A non overlapping magesteria

1 05 2010

The whole point of belief is that it exists beyond evidence. If there was real evidence for the existence of God then we would not need a belief system that supports a diety.

So science and belief operate in completely separate spheres with no possible overlap. We can proove something to be true and if there is no proof then we can still believe something to be true. As Stephen J. Gould puts it, science and belief are “none overlapping magesteria”

If a belief is dispelled it doesn’t move into an intermediate zone or move into the realm of science, it simply disappears. It is dispelled

The grey area exists where people believe in things that science can show to be untrue. Such a revelation should dispel that belief but believers stubbornly hold on to ideas that are demonstrably untrue.

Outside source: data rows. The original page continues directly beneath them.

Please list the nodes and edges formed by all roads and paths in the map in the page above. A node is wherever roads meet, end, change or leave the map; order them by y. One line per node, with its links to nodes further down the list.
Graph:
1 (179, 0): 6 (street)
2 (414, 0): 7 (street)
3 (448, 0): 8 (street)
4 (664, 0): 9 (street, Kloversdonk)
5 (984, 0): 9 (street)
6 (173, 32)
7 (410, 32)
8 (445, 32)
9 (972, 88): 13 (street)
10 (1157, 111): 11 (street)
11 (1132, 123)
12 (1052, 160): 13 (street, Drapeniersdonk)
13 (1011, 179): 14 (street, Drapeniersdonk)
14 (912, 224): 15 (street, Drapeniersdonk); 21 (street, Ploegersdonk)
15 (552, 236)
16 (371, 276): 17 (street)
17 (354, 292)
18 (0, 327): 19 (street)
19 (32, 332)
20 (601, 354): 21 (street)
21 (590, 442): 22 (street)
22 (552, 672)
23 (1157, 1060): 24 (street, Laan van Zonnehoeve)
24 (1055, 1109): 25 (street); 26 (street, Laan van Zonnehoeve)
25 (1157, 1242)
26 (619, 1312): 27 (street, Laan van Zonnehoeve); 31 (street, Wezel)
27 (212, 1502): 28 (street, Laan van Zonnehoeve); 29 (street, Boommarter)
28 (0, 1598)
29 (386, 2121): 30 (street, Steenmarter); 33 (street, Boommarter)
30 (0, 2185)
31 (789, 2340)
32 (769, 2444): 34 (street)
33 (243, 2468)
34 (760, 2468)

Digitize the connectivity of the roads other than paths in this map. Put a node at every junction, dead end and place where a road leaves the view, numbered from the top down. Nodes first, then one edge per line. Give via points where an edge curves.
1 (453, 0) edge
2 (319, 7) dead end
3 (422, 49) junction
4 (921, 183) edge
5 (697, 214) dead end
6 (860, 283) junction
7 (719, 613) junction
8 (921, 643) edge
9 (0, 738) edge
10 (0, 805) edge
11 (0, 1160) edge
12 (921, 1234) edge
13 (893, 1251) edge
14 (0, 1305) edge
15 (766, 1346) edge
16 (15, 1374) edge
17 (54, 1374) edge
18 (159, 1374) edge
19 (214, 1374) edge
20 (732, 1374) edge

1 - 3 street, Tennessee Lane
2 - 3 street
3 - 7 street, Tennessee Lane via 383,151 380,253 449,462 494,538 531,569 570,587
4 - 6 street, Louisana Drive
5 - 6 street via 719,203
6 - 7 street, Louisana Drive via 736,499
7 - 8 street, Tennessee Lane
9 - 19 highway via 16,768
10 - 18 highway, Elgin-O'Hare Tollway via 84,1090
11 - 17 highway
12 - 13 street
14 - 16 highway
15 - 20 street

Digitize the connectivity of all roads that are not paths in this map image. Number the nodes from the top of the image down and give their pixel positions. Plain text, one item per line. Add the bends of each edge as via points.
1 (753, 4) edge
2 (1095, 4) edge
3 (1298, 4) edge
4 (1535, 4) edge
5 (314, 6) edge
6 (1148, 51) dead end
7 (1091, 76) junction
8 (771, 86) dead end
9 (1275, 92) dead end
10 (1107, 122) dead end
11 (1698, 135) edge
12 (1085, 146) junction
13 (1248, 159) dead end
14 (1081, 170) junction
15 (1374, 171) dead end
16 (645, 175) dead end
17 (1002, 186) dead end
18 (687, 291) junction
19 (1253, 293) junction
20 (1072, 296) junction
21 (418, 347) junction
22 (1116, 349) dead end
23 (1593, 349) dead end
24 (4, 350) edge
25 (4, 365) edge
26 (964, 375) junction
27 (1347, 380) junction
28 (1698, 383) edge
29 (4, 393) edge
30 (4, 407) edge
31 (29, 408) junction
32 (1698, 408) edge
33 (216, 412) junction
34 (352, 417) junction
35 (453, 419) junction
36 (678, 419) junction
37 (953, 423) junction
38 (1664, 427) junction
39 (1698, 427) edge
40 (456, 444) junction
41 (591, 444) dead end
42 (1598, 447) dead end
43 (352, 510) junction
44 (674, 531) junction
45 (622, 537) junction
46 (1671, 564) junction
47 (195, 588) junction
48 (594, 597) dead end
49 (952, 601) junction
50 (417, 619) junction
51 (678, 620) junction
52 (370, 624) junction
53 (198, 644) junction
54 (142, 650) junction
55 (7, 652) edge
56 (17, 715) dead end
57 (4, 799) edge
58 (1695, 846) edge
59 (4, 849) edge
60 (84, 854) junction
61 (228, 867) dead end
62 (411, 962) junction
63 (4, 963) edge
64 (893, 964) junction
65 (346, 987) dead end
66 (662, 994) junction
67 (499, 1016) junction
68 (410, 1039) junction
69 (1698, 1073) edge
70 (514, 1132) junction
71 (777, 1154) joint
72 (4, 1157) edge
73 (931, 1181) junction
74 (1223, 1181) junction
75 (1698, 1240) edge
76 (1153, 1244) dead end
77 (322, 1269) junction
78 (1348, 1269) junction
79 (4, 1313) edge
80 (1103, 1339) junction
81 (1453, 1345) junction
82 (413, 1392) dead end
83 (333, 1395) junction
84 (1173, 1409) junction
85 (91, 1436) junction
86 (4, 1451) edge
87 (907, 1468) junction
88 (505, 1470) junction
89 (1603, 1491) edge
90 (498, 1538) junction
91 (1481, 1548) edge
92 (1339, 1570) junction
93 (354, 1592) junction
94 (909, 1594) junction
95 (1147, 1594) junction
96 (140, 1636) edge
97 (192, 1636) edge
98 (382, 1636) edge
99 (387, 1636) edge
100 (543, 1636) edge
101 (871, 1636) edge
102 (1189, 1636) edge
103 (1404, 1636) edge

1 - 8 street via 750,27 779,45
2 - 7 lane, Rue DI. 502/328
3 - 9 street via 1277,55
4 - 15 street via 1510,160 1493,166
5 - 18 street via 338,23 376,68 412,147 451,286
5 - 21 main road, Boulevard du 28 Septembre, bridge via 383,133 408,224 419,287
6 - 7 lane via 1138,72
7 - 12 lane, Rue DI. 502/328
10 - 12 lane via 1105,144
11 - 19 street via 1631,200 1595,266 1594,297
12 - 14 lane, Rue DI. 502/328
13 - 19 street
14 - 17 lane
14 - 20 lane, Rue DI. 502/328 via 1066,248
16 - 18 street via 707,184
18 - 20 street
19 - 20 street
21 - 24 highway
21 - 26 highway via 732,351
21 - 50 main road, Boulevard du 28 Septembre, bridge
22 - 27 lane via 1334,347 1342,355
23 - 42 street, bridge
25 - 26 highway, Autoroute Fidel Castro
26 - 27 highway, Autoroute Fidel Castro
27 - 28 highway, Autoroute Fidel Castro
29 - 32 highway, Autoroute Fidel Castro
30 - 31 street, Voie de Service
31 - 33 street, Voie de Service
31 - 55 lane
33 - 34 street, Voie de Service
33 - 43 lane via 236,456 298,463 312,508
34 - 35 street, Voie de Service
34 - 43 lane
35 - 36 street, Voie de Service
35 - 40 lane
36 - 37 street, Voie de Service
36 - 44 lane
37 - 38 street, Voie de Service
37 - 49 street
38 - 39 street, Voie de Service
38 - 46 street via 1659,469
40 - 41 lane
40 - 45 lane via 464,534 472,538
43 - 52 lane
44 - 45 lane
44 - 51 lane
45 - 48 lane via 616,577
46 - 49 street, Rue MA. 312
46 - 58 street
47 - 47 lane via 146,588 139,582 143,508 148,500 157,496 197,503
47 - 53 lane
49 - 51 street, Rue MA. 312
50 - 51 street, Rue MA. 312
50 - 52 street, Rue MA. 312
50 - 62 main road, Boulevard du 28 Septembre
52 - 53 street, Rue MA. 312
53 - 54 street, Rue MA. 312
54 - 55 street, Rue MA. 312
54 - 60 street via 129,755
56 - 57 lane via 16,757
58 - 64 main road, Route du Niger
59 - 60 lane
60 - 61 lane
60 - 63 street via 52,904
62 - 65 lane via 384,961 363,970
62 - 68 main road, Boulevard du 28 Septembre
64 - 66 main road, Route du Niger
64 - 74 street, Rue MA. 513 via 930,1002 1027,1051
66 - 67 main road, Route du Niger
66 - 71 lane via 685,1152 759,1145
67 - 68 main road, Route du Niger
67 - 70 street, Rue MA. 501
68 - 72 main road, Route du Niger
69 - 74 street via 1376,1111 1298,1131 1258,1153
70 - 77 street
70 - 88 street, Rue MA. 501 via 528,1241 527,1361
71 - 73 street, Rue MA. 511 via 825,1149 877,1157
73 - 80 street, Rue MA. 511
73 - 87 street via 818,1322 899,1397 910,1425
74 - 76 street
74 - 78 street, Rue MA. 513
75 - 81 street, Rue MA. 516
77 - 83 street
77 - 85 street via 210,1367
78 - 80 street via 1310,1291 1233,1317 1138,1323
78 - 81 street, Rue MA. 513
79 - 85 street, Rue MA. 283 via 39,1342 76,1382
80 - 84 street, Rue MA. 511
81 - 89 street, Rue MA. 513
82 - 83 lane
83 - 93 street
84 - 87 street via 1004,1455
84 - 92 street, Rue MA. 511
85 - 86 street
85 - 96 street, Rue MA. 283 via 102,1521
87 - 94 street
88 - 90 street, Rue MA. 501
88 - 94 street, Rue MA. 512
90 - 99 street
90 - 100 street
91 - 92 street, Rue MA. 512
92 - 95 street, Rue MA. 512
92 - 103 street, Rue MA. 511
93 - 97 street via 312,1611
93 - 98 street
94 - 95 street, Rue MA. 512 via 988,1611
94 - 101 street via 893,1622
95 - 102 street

Should science continue to make direct arguaments against religious beliefs and if so are full frontal attacks like those from Richard dawkins likely to work or just annoy the faithful into a position where they are prepared to defend what they know to be indefensible.

Religion has a long history. Evidence of belief in a practical realm exist across archeological time and across all human societies. Pascal Boyer in his excellent book ‘religion explained’ discusses in detail the evolutionary psychology of belief and it’s place in our psyche.

Religious belief is rooted in our need to make sense of the world around us. Ancient peoples were not unreasonable on supposing that the sun died and was reborn each day. Scientific exploration of the solar system has shown this not to be the case and now there are no belief systems based on this supposition.

Christians all now accept the position of the earth in relation to the sun and stars when not so very long ago the church insisted on placing the earth at the centre of the universe and persecuted all those that expressed a view to the contrary.

So religious belifes can and do change in the face of scientific evidence. Even great faiths like Christianity can change their belief systems. It used to amuse me as a child to wonder what happpened to the people in heaven when the pope changed his mind about the rules for entry. Where the Borgia popes booted out when celibacy became a new condition for acceptance on high? Will they be allowed back on when the Catholic church is forced to acknowledge that some normal human interaction by it’s priests in relationships and family life may be the best way to prevent them abusing the most vulnerable in their societies?

But I digress.

Why is it so important to dispel belief in a diety (or dieties)? Should we continue to try to dissuade believers from their beliefs? Surely as long as believers don’t believe in something as patently ludicrous as creationism we should leave them this belief in God?

I don’t think so.

Over and above the philosophical desire for the truth to be known and understood, anyone who prays is asking God to intervene in the material world.  This challenges the idea that science and belief should occupy separate spheres. In addition it removes the imperative to solve the problems ourselves.  We are shifting responsibility beyond ourselves for problems that we created and that ours to solve.

It is by putting church law above the state that generations of priests were allowed to abuse and go on abusing without admonition. Suicide bombers do so in the name of God.

So the belief in God is not always a benign affectation, a personal comfort blanket. More often believers congregate around that belief, creating organised religion, which is all too often used to corrupt and control.